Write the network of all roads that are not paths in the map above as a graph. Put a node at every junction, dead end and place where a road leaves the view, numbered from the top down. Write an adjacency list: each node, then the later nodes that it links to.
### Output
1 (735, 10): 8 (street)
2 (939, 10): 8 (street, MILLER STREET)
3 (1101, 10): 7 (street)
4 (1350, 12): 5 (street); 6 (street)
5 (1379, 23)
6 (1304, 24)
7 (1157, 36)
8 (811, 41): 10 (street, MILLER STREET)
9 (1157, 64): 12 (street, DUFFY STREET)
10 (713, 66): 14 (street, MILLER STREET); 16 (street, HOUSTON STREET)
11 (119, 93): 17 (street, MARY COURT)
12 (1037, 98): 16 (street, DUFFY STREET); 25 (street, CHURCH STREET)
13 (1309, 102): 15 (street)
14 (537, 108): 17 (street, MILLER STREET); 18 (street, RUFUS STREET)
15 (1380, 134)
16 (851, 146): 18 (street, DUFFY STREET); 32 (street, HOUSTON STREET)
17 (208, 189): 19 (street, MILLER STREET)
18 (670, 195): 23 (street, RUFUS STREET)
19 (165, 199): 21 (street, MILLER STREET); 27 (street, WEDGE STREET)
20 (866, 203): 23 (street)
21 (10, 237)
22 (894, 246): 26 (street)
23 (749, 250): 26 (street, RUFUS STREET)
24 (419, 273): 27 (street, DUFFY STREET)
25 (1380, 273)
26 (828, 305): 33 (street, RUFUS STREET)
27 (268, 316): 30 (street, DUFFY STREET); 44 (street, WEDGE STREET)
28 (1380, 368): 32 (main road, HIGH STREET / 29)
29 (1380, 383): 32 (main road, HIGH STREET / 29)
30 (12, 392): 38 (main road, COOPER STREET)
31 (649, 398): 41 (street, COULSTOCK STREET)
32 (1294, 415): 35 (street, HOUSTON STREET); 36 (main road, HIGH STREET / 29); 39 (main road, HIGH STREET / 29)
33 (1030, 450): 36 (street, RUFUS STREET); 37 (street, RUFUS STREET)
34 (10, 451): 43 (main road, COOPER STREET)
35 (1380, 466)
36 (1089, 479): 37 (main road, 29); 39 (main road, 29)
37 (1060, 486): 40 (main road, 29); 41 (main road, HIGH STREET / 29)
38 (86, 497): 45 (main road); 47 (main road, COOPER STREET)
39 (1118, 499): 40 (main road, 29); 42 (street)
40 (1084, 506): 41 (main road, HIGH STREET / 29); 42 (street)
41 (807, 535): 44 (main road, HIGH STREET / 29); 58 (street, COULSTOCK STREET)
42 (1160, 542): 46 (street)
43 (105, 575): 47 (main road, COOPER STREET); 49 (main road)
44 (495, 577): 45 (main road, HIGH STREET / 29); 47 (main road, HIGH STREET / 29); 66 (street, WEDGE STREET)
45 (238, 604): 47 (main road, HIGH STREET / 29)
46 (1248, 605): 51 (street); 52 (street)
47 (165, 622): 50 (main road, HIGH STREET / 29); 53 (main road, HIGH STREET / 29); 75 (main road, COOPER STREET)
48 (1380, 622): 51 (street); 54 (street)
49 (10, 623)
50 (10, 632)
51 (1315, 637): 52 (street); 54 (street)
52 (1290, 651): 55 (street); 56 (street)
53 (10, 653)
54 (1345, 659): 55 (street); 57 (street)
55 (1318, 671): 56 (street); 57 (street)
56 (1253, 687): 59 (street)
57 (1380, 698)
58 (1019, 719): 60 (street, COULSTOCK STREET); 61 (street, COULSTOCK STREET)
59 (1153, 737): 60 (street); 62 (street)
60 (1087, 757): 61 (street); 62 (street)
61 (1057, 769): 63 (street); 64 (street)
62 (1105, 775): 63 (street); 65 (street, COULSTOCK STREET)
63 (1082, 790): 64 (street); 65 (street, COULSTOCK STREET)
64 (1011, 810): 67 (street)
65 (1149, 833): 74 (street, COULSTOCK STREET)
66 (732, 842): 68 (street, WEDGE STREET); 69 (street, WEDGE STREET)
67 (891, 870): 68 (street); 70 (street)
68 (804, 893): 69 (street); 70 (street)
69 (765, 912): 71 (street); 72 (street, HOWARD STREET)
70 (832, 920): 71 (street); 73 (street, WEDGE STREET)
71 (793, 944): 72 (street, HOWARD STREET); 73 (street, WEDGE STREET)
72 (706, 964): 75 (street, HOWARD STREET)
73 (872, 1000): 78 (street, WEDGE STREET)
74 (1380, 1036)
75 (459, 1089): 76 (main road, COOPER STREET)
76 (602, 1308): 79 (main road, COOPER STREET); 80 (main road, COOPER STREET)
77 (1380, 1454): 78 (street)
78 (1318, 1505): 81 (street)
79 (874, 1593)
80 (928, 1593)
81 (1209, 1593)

_Your assignment_
Respond with only the number of lines above that include the string "DUFFY".

_Response to this task_
5